In the records, each line holding "const" must be reported.
-------------------------
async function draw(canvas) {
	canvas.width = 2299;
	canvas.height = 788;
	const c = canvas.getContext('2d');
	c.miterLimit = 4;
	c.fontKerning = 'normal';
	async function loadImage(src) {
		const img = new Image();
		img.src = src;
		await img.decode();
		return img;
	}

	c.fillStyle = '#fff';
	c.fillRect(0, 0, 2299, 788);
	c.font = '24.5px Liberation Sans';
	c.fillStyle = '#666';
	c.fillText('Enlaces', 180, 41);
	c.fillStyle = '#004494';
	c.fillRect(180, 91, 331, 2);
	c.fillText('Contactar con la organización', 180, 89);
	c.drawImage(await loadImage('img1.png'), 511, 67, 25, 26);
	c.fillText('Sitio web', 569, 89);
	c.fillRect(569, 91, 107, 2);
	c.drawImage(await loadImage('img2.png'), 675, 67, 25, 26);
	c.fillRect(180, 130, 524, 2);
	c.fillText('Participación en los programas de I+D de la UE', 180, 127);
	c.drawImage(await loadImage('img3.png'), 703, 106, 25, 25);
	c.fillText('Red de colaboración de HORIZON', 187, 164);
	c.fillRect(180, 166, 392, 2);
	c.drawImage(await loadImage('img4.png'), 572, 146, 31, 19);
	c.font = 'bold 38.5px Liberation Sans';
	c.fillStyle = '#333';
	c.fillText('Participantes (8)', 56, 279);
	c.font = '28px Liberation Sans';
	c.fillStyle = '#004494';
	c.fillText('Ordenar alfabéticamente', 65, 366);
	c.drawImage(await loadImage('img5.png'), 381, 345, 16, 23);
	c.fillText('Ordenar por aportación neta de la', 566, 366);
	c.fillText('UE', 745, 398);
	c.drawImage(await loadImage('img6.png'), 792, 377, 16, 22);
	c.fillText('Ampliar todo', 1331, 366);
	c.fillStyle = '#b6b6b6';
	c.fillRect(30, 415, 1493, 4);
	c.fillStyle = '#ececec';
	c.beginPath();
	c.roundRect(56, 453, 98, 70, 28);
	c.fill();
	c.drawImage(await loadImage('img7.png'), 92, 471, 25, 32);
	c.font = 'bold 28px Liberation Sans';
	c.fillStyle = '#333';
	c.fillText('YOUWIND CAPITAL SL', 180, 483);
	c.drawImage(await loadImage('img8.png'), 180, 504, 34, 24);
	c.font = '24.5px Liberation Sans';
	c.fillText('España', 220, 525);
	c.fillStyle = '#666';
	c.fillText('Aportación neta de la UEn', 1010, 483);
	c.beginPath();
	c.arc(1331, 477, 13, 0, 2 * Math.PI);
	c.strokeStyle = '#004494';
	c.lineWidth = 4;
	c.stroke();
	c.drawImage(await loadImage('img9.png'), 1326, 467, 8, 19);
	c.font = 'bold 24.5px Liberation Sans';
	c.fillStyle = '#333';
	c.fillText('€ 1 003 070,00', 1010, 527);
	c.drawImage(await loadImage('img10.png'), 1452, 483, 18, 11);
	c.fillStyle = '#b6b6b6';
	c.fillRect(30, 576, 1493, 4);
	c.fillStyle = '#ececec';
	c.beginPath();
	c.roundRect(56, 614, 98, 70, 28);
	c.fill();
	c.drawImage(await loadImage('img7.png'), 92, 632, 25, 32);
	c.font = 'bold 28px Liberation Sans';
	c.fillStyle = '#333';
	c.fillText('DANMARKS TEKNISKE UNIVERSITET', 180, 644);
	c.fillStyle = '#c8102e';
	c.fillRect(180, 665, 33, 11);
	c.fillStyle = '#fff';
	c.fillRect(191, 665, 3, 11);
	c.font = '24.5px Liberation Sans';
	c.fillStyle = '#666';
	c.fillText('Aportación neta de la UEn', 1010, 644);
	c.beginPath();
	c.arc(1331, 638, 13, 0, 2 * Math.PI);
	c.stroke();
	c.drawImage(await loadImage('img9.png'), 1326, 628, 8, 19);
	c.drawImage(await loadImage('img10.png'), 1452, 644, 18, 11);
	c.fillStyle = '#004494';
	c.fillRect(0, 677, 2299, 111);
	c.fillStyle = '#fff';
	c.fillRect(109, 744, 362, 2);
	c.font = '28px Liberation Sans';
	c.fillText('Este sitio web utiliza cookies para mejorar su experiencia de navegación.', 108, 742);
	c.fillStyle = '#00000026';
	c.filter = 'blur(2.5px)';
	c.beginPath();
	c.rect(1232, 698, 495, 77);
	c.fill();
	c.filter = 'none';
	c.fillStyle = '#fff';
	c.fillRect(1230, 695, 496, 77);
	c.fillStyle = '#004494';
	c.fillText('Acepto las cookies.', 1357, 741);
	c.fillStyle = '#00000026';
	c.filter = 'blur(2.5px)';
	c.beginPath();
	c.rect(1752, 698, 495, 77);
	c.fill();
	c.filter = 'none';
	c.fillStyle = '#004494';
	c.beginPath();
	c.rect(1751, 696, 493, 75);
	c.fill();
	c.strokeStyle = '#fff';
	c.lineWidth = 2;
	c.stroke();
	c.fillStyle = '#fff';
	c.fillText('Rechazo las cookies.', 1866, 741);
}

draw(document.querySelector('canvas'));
-------------------------
## Solution:
	const c = canvas.getContext('2d');
		const img = new Image();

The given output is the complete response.